Не забудем, что в древнерусской иконописной традиции безбородыми принято было изображать бесов. Таким образом, наказание, которому подвергся Пугачев от рук карателя, вновь адресует нас к противопоставлению Божьего мира и колдовского, сатанинского антимира. О символической мотивации своих действий сам же Панин сообщал брату в письме от 1 октября 1774 года: «Отведал он [Пугачев. – В. М.] от распаленной на его злодеянии моей крови несколько пощочин, а борода, которою он Российское государство жаловал, – довольного дранья» [30; 108].
Оказавшись на краю пропасти, дворяне все чаще пытаются говорить на понятном народу языке смеха. Разоблачая самозваного императора, они интуитивно апеллируют к «карнавальному» образу Пугачева-Петра III. Его интерпретируют как «царя»-само-званца, т. е. представителя колдовского, вывороченного мира. В системе образов смехового, карнавального мира короля всенародно избирают, а затем его же всенародно осмеивают, ругают и бьют, когда время его царствования истекает.
Подобным унижениям и уничижениям подвергался и повстанческий предводитель. Один из участников подавления пугачевщины Г. Р. Державин сообщал, как по приказу Панина пленный Пугачев стоял на коленях, пока с ним высокомерно говорил хозяин дома. «Сие было сделано для того, сколько по обстоятельствам догадаться можно было, что граф весьма превозносился тем, что самозванец у него в руках» [26; 60]. Подобное поведение «душителя» народного бунта можно рассматривать как ритуальное, а значит – публичное, разоблачение символически-высокого статуса пленника, которое, несомненно, приносило ожидаемый эффект. Оно было вполне понятно простонародью и способствовало развенчанию самозванца в его глазах.
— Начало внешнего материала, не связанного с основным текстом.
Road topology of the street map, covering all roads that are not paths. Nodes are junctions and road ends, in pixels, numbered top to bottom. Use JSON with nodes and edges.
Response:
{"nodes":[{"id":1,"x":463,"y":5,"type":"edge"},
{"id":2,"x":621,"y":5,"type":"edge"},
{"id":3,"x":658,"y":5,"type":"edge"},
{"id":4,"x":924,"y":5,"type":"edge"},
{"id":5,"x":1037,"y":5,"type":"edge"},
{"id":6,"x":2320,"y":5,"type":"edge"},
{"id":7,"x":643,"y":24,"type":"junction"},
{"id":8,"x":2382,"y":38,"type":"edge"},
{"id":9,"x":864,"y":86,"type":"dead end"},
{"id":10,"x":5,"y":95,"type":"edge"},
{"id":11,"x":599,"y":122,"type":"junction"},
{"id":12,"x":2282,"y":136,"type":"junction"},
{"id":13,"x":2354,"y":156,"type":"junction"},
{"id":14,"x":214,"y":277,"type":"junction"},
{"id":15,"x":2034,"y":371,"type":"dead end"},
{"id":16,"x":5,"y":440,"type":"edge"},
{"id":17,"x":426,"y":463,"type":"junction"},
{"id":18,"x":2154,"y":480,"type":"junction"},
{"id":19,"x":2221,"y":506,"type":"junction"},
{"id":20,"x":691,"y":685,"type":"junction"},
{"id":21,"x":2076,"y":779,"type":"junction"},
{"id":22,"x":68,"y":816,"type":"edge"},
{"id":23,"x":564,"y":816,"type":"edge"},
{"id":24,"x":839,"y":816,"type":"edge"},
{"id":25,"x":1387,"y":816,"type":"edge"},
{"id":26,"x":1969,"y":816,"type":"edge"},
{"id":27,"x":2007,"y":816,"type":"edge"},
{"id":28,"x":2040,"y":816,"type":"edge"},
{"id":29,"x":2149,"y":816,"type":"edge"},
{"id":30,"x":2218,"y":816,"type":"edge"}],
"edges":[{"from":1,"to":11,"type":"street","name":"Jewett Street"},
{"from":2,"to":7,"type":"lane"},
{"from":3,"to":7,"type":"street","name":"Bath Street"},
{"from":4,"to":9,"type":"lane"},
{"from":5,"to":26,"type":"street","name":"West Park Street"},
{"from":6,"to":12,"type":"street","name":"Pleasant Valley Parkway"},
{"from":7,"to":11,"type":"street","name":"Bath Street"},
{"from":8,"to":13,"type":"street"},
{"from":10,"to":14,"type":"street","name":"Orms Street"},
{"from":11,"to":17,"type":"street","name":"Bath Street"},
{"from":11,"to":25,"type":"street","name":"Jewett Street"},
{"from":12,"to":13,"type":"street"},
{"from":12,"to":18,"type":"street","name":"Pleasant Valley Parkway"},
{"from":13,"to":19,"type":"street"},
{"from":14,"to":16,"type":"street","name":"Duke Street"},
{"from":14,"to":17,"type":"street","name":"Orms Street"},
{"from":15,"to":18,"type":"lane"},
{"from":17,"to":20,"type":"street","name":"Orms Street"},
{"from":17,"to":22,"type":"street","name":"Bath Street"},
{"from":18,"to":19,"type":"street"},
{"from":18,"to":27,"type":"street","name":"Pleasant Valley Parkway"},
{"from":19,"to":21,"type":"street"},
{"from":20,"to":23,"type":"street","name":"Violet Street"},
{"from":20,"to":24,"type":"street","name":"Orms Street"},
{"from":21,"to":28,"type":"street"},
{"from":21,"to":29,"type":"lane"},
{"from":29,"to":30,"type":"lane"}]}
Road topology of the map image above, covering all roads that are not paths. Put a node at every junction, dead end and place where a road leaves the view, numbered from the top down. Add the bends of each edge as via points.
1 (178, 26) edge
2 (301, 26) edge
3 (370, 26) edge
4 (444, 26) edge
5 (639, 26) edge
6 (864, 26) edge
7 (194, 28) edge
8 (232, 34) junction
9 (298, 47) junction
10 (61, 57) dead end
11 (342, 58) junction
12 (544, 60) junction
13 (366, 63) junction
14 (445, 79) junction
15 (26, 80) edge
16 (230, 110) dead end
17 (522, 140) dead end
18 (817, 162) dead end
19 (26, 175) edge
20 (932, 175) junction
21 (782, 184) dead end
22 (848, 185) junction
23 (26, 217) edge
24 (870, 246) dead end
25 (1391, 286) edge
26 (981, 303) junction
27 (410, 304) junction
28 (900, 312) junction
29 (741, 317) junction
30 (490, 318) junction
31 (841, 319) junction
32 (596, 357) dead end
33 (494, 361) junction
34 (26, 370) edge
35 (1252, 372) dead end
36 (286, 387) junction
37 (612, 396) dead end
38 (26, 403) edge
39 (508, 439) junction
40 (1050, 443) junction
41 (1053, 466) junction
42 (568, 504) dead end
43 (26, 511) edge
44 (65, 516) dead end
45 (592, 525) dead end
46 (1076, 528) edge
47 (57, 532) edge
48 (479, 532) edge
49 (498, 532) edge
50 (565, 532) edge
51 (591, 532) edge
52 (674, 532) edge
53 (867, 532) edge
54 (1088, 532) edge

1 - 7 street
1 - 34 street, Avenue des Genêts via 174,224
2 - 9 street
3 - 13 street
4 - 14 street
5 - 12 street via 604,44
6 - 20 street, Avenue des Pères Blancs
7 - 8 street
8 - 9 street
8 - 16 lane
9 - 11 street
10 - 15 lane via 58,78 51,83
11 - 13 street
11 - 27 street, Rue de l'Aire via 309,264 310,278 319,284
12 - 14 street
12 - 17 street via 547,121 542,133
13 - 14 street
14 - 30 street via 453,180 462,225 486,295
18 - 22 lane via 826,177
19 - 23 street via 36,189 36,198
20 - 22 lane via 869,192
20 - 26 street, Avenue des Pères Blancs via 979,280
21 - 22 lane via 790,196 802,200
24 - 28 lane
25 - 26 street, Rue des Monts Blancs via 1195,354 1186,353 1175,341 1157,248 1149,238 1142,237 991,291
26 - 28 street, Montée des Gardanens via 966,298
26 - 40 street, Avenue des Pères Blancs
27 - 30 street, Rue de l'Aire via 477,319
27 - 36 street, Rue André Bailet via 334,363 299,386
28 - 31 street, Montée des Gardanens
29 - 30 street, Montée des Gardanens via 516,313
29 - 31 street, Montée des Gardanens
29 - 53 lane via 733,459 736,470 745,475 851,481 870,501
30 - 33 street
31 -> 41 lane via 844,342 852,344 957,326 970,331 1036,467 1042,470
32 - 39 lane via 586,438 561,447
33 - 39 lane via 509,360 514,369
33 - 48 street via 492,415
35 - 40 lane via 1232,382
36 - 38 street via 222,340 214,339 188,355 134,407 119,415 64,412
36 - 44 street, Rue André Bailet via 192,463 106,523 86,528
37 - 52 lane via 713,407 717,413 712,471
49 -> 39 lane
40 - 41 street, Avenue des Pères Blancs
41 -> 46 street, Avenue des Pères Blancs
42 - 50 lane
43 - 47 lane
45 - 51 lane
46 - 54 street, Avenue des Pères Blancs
Из «милосердия», как утверждалось, Пугачева даже казнили «наоборот». Ему не стали последовательно и поочередно отрубать все четыре конечности, а затем голову, что, собственно, и предполагала казнь четвертованием. Московскому обер-полицмейстеру Н. П. Архарову было секретно подсказано, «чтоб он прежде приказал отсечь голову, а потом уже остальное, сказав после, ежели бы кто ево о сем стал спрашивать, что как в сентенции о том ничево не сказано, примеров же такому наказанию еще не было, следовательно, ежели и есть ошибка, оная извинительна быть может» [29; 146].
В результате во время казни произошло «нечто странное и неожиданное: вместо того, чтоб в силу сентенции, наперед его четвертовать и отрубить ему руки и ноги, палач вдруг отрубил ему голову». Однако смеховая символика казни «наоборот» не была понята свидетелями и современниками из среды знати. А. Т. Болотов отметил в мемуарах: «…и богу уже известно, каким образом это сделалось: не то палач был к тому от злодеев подкуплен, чтоб он не дал ему долго мучиться, не то произошло от действительной ошибки и смятения палача, никогда еще в жизнь своей смертной казни не производившего» [38; 489 – 490].